Method: This study proposes an adaptive psychological dialogue framework powered by large language models (LLMs). It first quantifies users’ psychological states via the Affective Intensity Scale (AIS); then implements an L-M-H (Low–Medium–High) hierarchical agent architecture integrating clinical knowledge and fictionalized design principles to dynamically modulate empathic strategies and deliver narrative-based interventions; finally, it conducts contextualized narrative modeling to examine the societal impact and ethical responsibilities of LLM-based psychological companions.

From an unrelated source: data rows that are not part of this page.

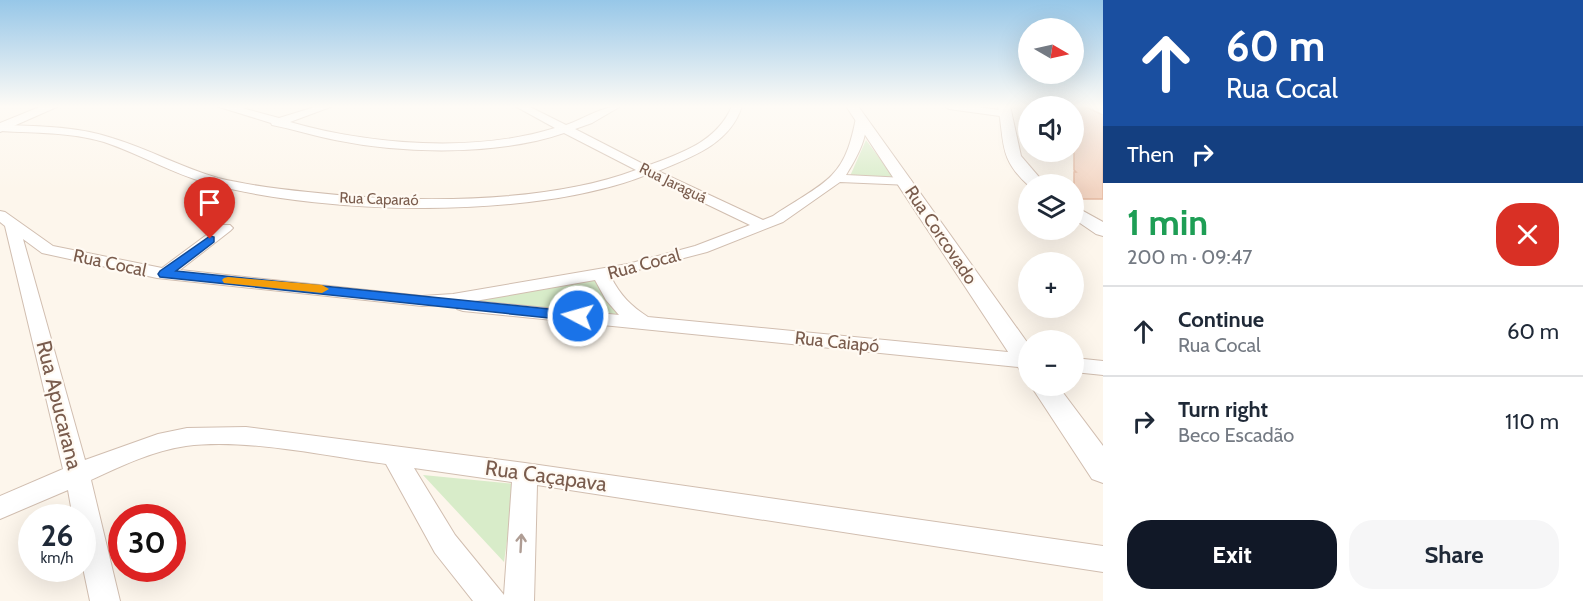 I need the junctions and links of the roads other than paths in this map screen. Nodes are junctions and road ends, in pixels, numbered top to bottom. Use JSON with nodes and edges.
{"nodes":[{"id":1,"x":78,"y":134,"type":"edge"},
{"id":2,"x":324,"y":134,"type":"edge"},
{"id":3,"x":544,"y":134,"type":"edge"},
{"id":4,"x":576,"y":134,"type":"edge"},
{"id":5,"x":719,"y":134,"type":"edge"},
{"id":6,"x":857,"y":134,"type":"edge"},
{"id":7,"x":871,"y":134,"type":"edge"},
{"id":8,"x":1009,"y":134,"type":"edge"},
{"id":9,"x":650,"y":172,"type":"junction"},
{"id":10,"x":1023,"y":174,"type":"edge"},
{"id":11,"x":837,"y":178,"type":"junction"},
{"id":12,"x":905,"y":182,"type":"junction"},
{"id":13,"x":1084,"y":218,"type":"edge"},
{"id":14,"x":6,"y":221,"type":"edge"},
{"id":15,"x":762,"y":225,"type":"junction"},
{"id":16,"x":225,"y":228,"type":"dead end"},
{"id":17,"x":1103,"y":230,"type":"edge"},
{"id":18,"x":165,"y":274,"type":"junction"},
{"id":19,"x":601,"y":275,"type":"junction"},
{"id":20,"x":422,"y":301,"type":"junction"},
{"id":21,"x":645,"y":323,"type":"junction"},
{"id":22,"x":1018,"y":347,"type":"edge"},
{"id":23,"x":1018,"y":361,"type":"edge"},
{"id":24,"x":1084,"y":366,"type":"edge"},
{"id":25,"x":1103,"y":368,"type":"edge"},
{"id":26,"x":1051,"y":396,"type":"edge"},
{"id":27,"x":393,"y":455,"type":"junction"},
{"id":28,"x":1103,"y":470,"type":"edge"},
{"id":29,"x":525,"y":473,"type":"junction"},
{"id":30,"x":76,"y":474,"type":"junction"},
{"id":31,"x":0,"y":508,"type":"edge"},
{"id":32,"x":1103,"y":559,"type":"edge"},
{"id":33,"x":105,"y":601,"type":"edge"},
{"id":34,"x":492,"y":601,"type":"edge"},
{"id":35,"x":519,"y":601,"type":"edge"}],
"edges":[{"from":1,"to":9,"type":"street","name":"Rua Caparaó"},
{"from":2,"to":3,"type":"street"},
{"from":4,"to":9,"type":"street","name":"Rua Jaraguá"},
{"from":5,"to":9,"type":"street","name":"Rua Caparaó"},
{"from":6,"to":11,"type":"street","name":"Rua Cocal"},
{"from":7,"to":12,"type":"street","name":"Rua Corcovado"},
{"from":8,"to":10,"type":"street"},
{"from":9,"to":15,"type":"street","name":"Rua Jaraguá"},
{"from":11,"to":12,"type":"street"},
{"from":11,"to":15,"type":"street","name":"Rua Cocal"},
{"from":12,"to":22,"type":"street","name":"Rua Corcovado"},
{"from":13,"to":17,"type":"street"},
{"from":14,"to":18,"type":"street","name":"Rua Cocal"},
{"from":14,"to":30,"type":"street","name":"Rua Apucarana"},
{"from":15,"to":19,"type":"street","name":"Rua Cocal"},
{"from":16,"to":18,"type":"street"},
{"from":18,"to":20,"type":"street","name":"Rua Cocal"},
{"from":19,"to":20,"type":"street","name":"Rua Cocal"},
{"from":19,"to":21,"type":"street","name":"Rua Caiapó"},
{"from":20,"to":21,"type":"street","name":"Rua Caiapó"},
{"from":21,"to":23,"type":"street","name":"Rua Caiapó"},
{"from":24,"to":25,"type":"street"},
{"from":26,"to":28,"type":"street"},
{"from":27,"to":29,"type":"street","name":"Rua Caçapava"},
{"from":27,"to":30,"type":"street","name":"Rua Caçapava"},
{"from":27,"to":34,"type":"street"},
{"from":29,"to":32,"type":"street","name":"Rua Caçapava"},
{"from":35,"to":29,"type":"street","one_way":true},
{"from":30,"to":31,"type":"street","name":"Rua Caçapava"},
{"from":30,"to":33,"type":"street","name":"Rua Apucarana"}]}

Contribution/Results: Experiments demonstrate significant improvements in empathic expression quality and therapeutic alliance formation. The framework establishes a novel paradigm for accessible, trustworthy, and sustainable AI-enabled mental health support systems grounded in clinical rigor and ethical accountability.
📝 Abstract
Current mental-health conversational systems are usually based on fixed, generic dialogue patterns. This paper proposes an adaptive framework based on large language models that aims to personalize therapeutic interaction according to a user's psychological state, quantified with the Acceptance of Illness Scale (AIS). The framework defines three specialized agents, L, M, and H, each linked to a different level of illness acceptance, and adjusts conversational behavior over time using continuous feedback signals. The AIS-stratified architecture is treated as a diegetic prototype placed in a plausible near-future setting and examined through the method of design fiction. By embedding the architecture in narrative scenarios, the study explores how such agents might influence access to care and therapeutic relationship. The goal is to show how clinically informed personalization, technical feasibility, and speculative scenario analysis can together inform the responsible design of LLM-based companions for mental-health support.